Home » “Is it the story about the little girl who lived down the lane?”: Looking Back At David Lynch and Mark Frost’s Twin Peaks: The Return (2017)

“Hello, Agent Cooper”, Laura Palmer says to the idiosyncratic protagonist of David Lynch and Mark Frost’s surreal murder mystery drama Twin Peaks. “I’ll see you again in twenty-five years”, her voice distorted to match the accents of her fellow residents in the otherworldly Black Lodge. Excluding the 1992 prequel film Twin Peaks: Fire Walk With Me, this is the last time audiences encounter the two beloved characters and, as they were led to believe, the conclusion of their stories.
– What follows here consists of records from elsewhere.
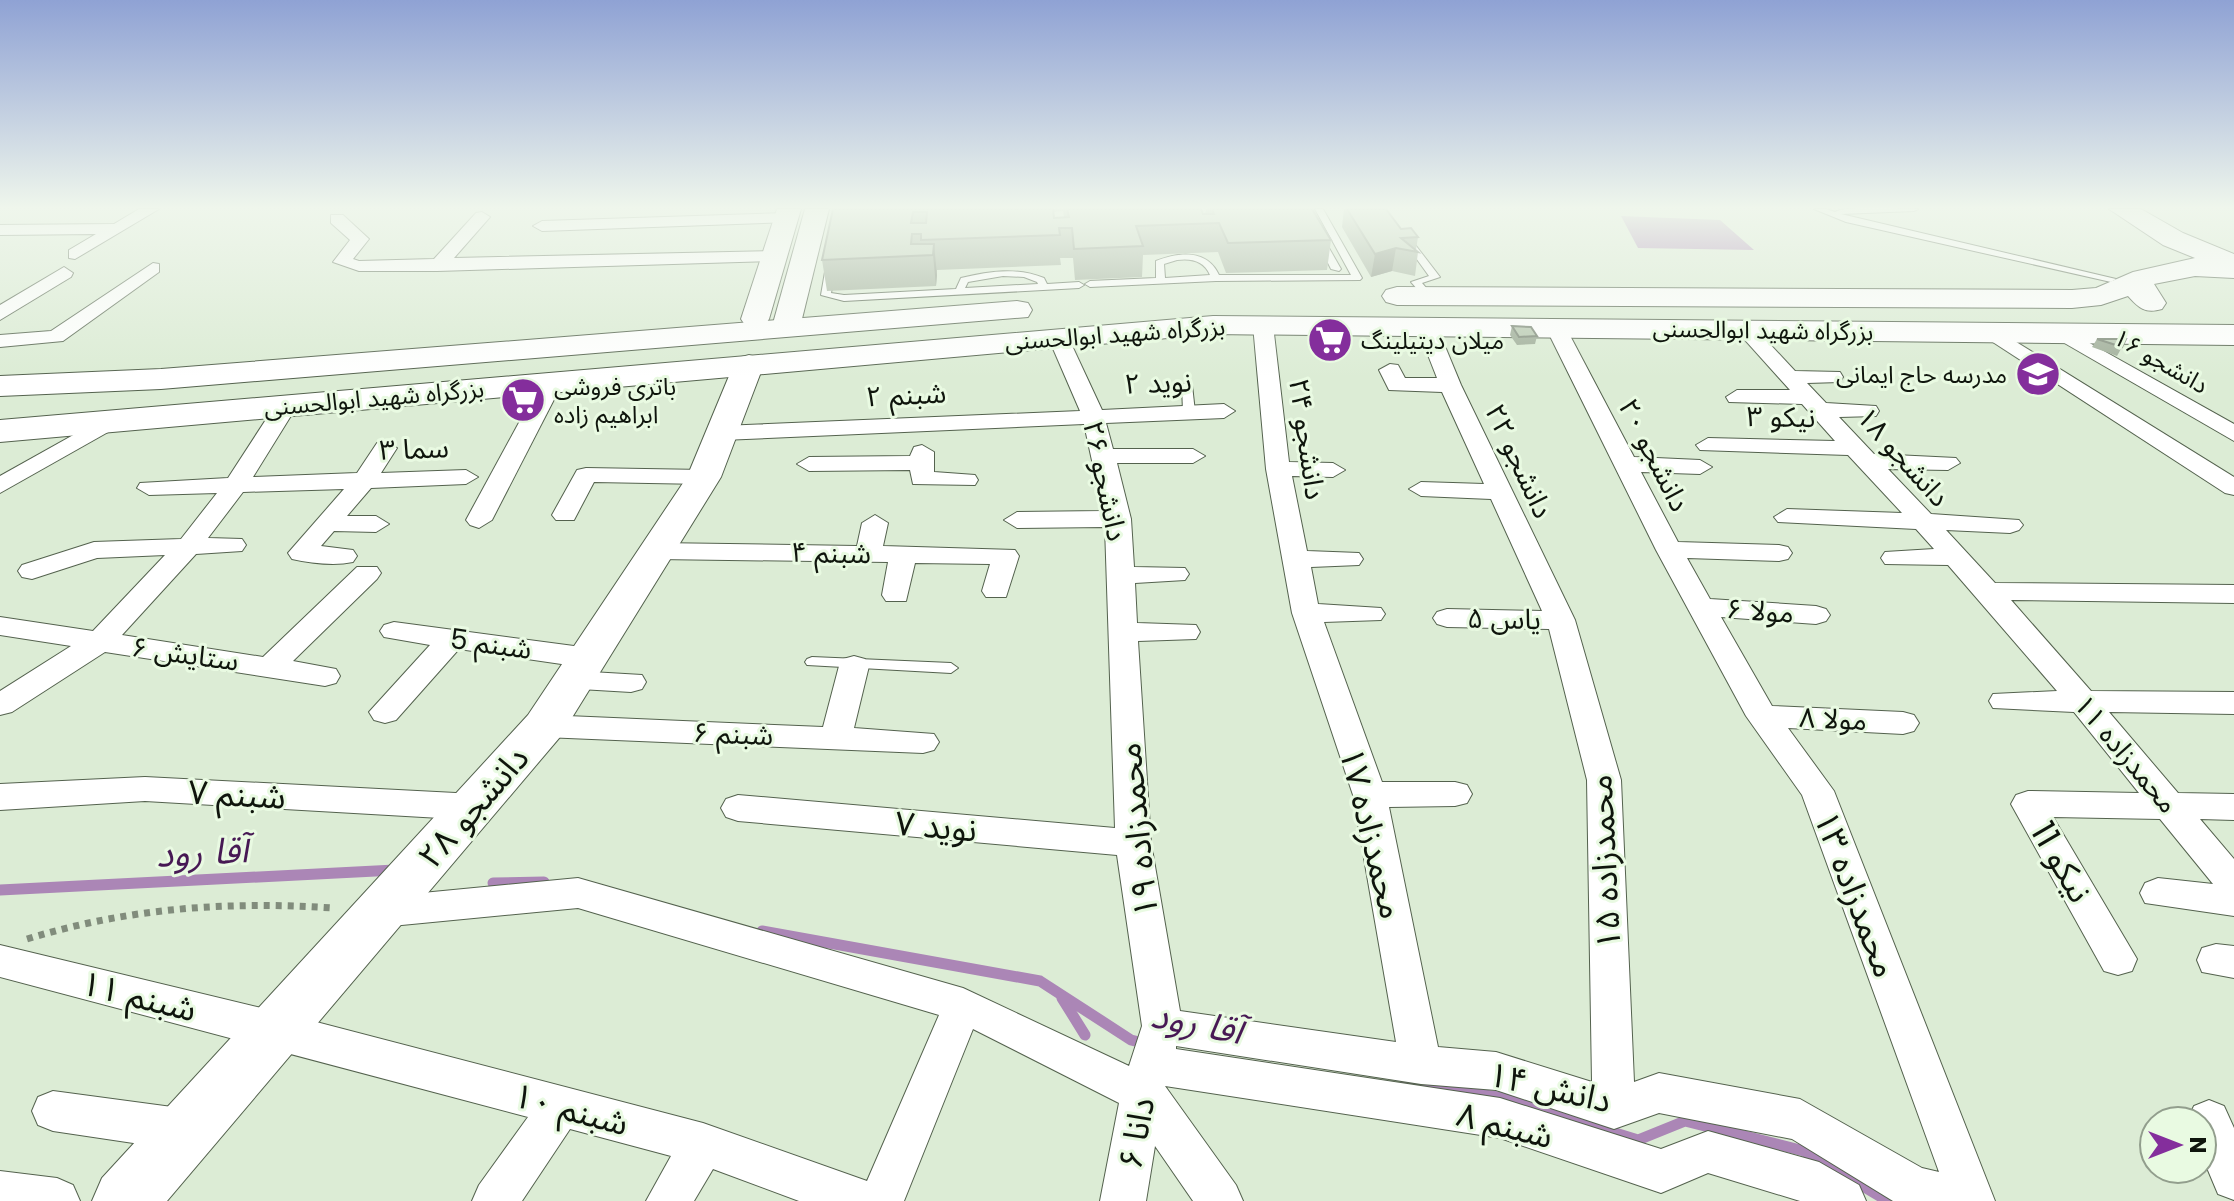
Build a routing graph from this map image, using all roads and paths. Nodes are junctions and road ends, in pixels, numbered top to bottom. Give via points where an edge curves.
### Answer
1 (414, 265) edge
2 (475, 265) edge
3 (634, 265) edge
4 (773, 265) edge
5 (802, 265) edge
6 (1159, 265) edge
7 (1212, 265) edge
8 (1334, 265) edge
9 (1350, 265) edge
10 (1426, 265) edge
11 (2068, 265) edge
12 (2134, 265) edge
13 (437, 266) joint
14 (831, 266) edge
15 (2234, 267) edge
16 (153, 268) dead end
17 (1336, 269) dead end
18 (64, 273) dead end
19 (1216, 278) junction
20 (2131, 279) junction
21 (623, 280) dead end
22 (1161, 281) junction
23 (1090, 284) dead end
24 (1079, 285) dead end
25 (1043, 287) junction
26 (959, 293) junction
27 (2057, 299) junction
28 (1004, 301) junction
29 (1428, 312) junction
30 (0, 314) edge
31 (840, 325) junction
32 (1263, 325) junction
33 (786, 327) junction
34 (1556, 328) junction
35 (1746, 330) junction
36 (1992, 333) junction
37 (2061, 333) junction
38 (2234, 333) edge
39 (1058, 337) junction
40 (745, 339) junction
41 (0, 341) edge
42 (1390, 370) dead end
43 (1789, 377) junction
44 (1832, 377) dead end
45 (552, 382) junction
46 (1187, 385) dead end
47 (1450, 385) junction
48 (0, 386) edge
49 (1737, 397) dead end
50 (1813, 403) junction
51 (286, 406) junction
52 (1224, 411) dead end
53 (1868, 411) dead end
54 (1189, 412) junction
55 (1093, 415) junction
56 (0, 419) edge
57 (109, 422) junction
58 (921, 424) junction
59 (0, 431) edge
60 (722, 433) junction
61 (2234, 434) edge
62 (385, 448) dead end
63 (1860, 455) junction
64 (1105, 456) junction
65 (1193, 456) dead end
66 (922, 463) junction
67 (1948, 463) dead end
68 (809, 464) dead end
69 (1625, 464) junction
70 (1278, 469) junction
71 (1333, 470) dead end
72 (466, 477) dead end
73 (704, 477) junction
74 (966, 480) dead end
75 (364, 481) junction
76 (236, 485) junction
77 (0, 486) edge
78 (149, 488) dead end
79 (2234, 488) edge
80 (1421, 489) dead end
81 (1501, 492) junction
82 (565, 515) dead end
83 (1787, 517) dead end
84 (1118, 519) junction
85 (479, 520) dead end
86 (1017, 520) dead end
87 (327, 523) junction
88 (875, 523) dead end
89 (1923, 523) junction
90 (376, 524) dead end
91 (2010, 525) dead end
92 (233, 545) dead end
93 (188, 547) junction
94 (1669, 550) junction
95 (657, 551) junction
96 (1779, 553) dead end
97 (868, 554) junction
98 (903, 554) junction
99 (1953, 557) junction
100 (1894, 558) dead end
101 (1295, 559) junction
102 (1350, 559) dead end
103 (32, 571) dead end
104 (1175, 574) dead end
105 (1121, 575) junction
106 (996, 591) dead end
107 (1986, 591) junction
108 (2234, 594) edge
109 (896, 595) dead end
110 (1703, 607) junction
111 (1306, 613) junction
112 (1371, 614) dead end
113 (1816, 615) dead end
114 (1447, 618) dead end
115 (1561, 620) junction
116 (2017, 623) joint
117 (0, 626) edge
118 (394, 631) dead end
119 (1122, 632) junction
120 (1186, 632) dead end
121 (452, 639) junction
122 (99, 642) junction
123 (812, 662) dead end
124 (271, 666) junction
125 (854, 666) junction
126 (951, 668) dead end
127 (581, 669) junction
128 (325, 676) dead end
129 (631, 682) dead end
130 (2004, 701) dead end
131 (2083, 702) junction
132 (2234, 703) edge
133 (1, 705) edge
134 (385, 712) dead end
135 (1762, 716) junction
136 (1903, 723) dead end
137 (544, 726) junction
138 (836, 738) junction
139 (923, 742) dead end
140 (1455, 794) dead end
141 (1370, 795) junction
142 (0, 797) edge
143 (475, 807) junction
144 (2170, 807) junction
145 (2234, 807) edge
146 (738, 808) dead end
147 (1133, 843) junction
148 (2234, 884) edge
149 (2158, 893) dead end
150 (2234, 901) edge
151 (381, 912) junction
152 (7, 952) edge
153 (2118, 959) dead end
154 (963, 1005) junction
155 (278, 1030) junction
156 (1152, 1062) junction
157 (1421, 1065) junction
158 (560, 1107) junction
159 (1614, 1109) junction
160 (53, 1111) dead end
161 (190, 1131) junction
162 (2218, 1142) edge
163 (703, 1144) junction
164 (2234, 1178) edge
165 (0, 1194) edge
166 (57, 1201) edge
167 (125, 1201) edge
168 (495, 1201) edge
169 (669, 1201) edge
170 (860, 1201) edge
171 (881, 1201) edge
172 (1123, 1201) edge
173 (1220, 1201) edge
174 (1843, 1201) edge
175 (1964, 1201) edge
176 (1972, 1201) edge

1 - 13 street
2 - 13 street
3 - 21 street
4 - 40 street, دانشجو ۲۸
5 - 33 street
6 - 22 lane
7 - 19 lane
8 - 17 lane
9 - 19 lane via 1357,278
10 - 29 lane via 1435,277 1416,282
11 - 20 lane
12 - 20 main road
14 - 26 lane via 826,295 868,299
15 - 20 main road, بزرگراه شهید ابوالحسنی via 2195,267
16 - 41 street via 56,337
18 - 30 street
19 - 22 lane
20 - 27 main road, بزرگراه شهید ابوالحسنی via 2101,296
20 - 38 main road via 2157,306
22 - 23 lane
24 - 25 lane
25 - 26 lane via 1034,276 996,275 964,280
25 - 28 lane
26 - 28 lane
27 - 29 main road, بزرگراه شهید ابوالحسنی
27 - 37 main road via 2115,305 2146,320 2143,327
28 - 29 main road, بزرگراه شهید ابوالحسنی via 1197,296
28 - 31 main road, بزرگراه شهید ابوالحسنی
29 - 32 main road, بزرگراه شهید ابوالحسنی
29 - 34 main road, بزرگراه شهید ابوالحسنی
29 - 47 street, دانشجو ۲۲
31 - 33 street
31 - 40 main road, بزرگراه شهید ابوالحسنی
32 - 39 main road, بزرگراه شهید ابوالحسنی
32 - 70 street, دانشجو ۲۴
33 - 40 street
34 - 35 main road, بزرگراه شهید ابوالحسنی
34 - 69 street, دانشجو ۲۰
35 - 36 main road, بزرگراه شهید ابوالحسنی
35 - 43 street, دانشجو ۱۸
36 - 37 main road, بزرگراه شهید ابوالحسنی
36 - 79 street
37 - 38 main road, بزرگراه شهید ابوالحسنی
37 - 61 street, دانشجو ۱۶
39 - 40 main road, بزرگراه شهید ابوالحسنی
39 - 55 street, دانشجو ۲۶
40 - 45 main road, بزرگراه شهید ابوالحسنی
40 - 48 main road, بزرگراه شهید ابوالحسنی
40 - 60 street, دانشجو ۲۸
42 - 47 street via 1397,385
43 - 44 street
43 - 50 street, دانشجو ۱۸
45 - 51 main road, بزرگراه شهید ابوالحسنی
45 - 85 street
46 - 54 lane
47 - 81 street, دانشجو ۲۲
49 - 50 street
50 - 53 street
50 - 63 street, دانشجو ۱۸
51 - 57 main road, بزرگراه شهید ابوالحسنی
51 - 76 street
52 - 54 street, نوید ۲
54 - 55 street, نوید ۲
55 - 58 street, شبنم ۲
55 - 64 street, دانشجو ۲۶
56 - 57 main road via 83,413
57 - 59 main road, بزرگراه شهید ابوالحسنی
57 - 77 street
58 - 60 street, شبنم ۲
58 - 66 street
60 - 73 street, دانشجو ۲۸
62 - 75 street
63 - 67 street, نیکو ۳
63 - 69 street, نیکو ۳ via 1704,456
63 - 89 street, دانشجو ۱۸
64 - 65 street
64 - 84 street, دانشجو ۲۶
66 - 68 street
66 - 74 street via 922,479
69 - 94 street, دانشجو ۲۰
70 - 71 street
70 - 101 street, دانشجو ۲۴
72 - 75 street, سما ۳
73 - 82 street via 586,475
73 - 95 street, دانشجو ۲۸
75 - 76 street, سما ۳
75 - 87 street
76 - 78 street, سما ۳
76 - 93 street
80 - 81 street
81 - 115 street, دانشجو ۲۲
83 - 89 street
84 - 86 street
84 - 105 street, دانشجو ۲۶
87 - 90 street
87 - 124 street via 301,553 356,565
88 - 97 street
89 - 91 street
89 - 99 street, دانشجو ۱۸
92 - 93 street
93 - 103 street via 94,550
93 - 122 street
94 - 96 street
94 - 110 street, دانشجو ۲۰
95 - 97 street, شبنم ۴
95 - 127 street, دانشجو ۲۸
97 - 98 street, شبنم ۴
98 - 106 street, شبنم ۴ via 1006,556
98 - 109 street
99 - 100 street
99 - 107 street, دانشجو ۱۸
101 - 102 street
101 - 111 street, محمدزاده ۱۷
104 - 105 street
105 - 119 street, دانشجو ۲۶
107 - 108 street
107 - 116 street, دانشجو ۱۸
110 - 113 street, مولا ۶
110 - 135 street, محمدزاده ۱۳
111 - 112 street
111 - 141 street, محمدزاده ۱۷
114 - 115 street, یاس ۵
115 - 159 street, محمدزاده ۱۵ via 1604,780
116 - 131 street, محمدزاده ۱۱
117 - 122 street, ستایش ۶
118 - 121 street, شبنم 5
119 - 120 street
119 - 147 street, محمدزاده ۱۹
121 - 127 street, شبنم 5
121 - 134 street
122 - 124 street, ستایش ۶
122 - 133 street
123 - 125 lane
124 - 128 street, ستایش ۶
125 - 126 lane
125 - 138 street
127 - 129 street, شبنم 5
127 - 137 street, دانشجو ۲۸
130 - 131 street
131 - 132 street
131 - 144 street, محمدزاده ۱۱
135 - 136 street, مولا ۸
135 - 176 street, محمدزاده ۱۳ via 1817,791
137 - 138 street, شبنم ۶
137 - 143 street, دانشجو ۲۸
138 - 139 street, شبنم ۶
140 - 141 street
141 - 157 street, محمدزاده ۱۷
142 - 143 street, شبنم ۷ via 145,789
143 - 151 street, دانشجو ۲۸
144 - 145 street
144 - 148 street, محمدزاده ۱۱
144 - 153 street, نیکو 11 via 2028,804
146 - 147 street, نوید ۷
147 - 156 street, محمدزاده ۱۹
149 - 150 street
151 - 152 path via 254,902 174,908 72,924
151 - 154 street via 578,893
151 - 155 street, دانشجو ۲۸
152 - 155 street, شبنم ۱۱
154 - 156 street
154 - 171 street
155 - 158 street, شبنم ۱۰
155 - 161 street, دانشجو ۲۸
156 - 157 street, دانش ۱۴
156 - 172 street, دانا ۶
156 - 173 street
156 - 174 street, شبنم ۸ via 1500,1118 1661,1171 1708,1152 1803,1178
157 - 159 street, دانش ۱۴ via 1496,1071
158 - 163 street, شبنم ۱۰
158 - 168 street
159 - 175 street, دانش ۱۴ via 1659,1093 1800,1120 1914,1188
160 - 161 street
161 - 167 street, دانشجو ۲۸
162 - 164 street
163 - 169 street
163 - 170 street, شبنم ۱۰
165 - 166 street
Fast forward the aforementioned time gap and Lynch and Frost open their 2017 limited series continuation with a snippet from this scene, followed by a gleaming translucent photo of Laura Palmer that fades out to reveal the douglas firs synonymous to the titular town, and Angelo Badalamenti’s reposeful theme begins to play over the bucolic and hypnotic visuals of the updated opening credits: replacing the tranquil and still shots of the original with more active sequences, from aerial shots craning over the town waterfall to spiral camera movements capturing the red curtains and the tessellated black and white floor of the Black Lodge.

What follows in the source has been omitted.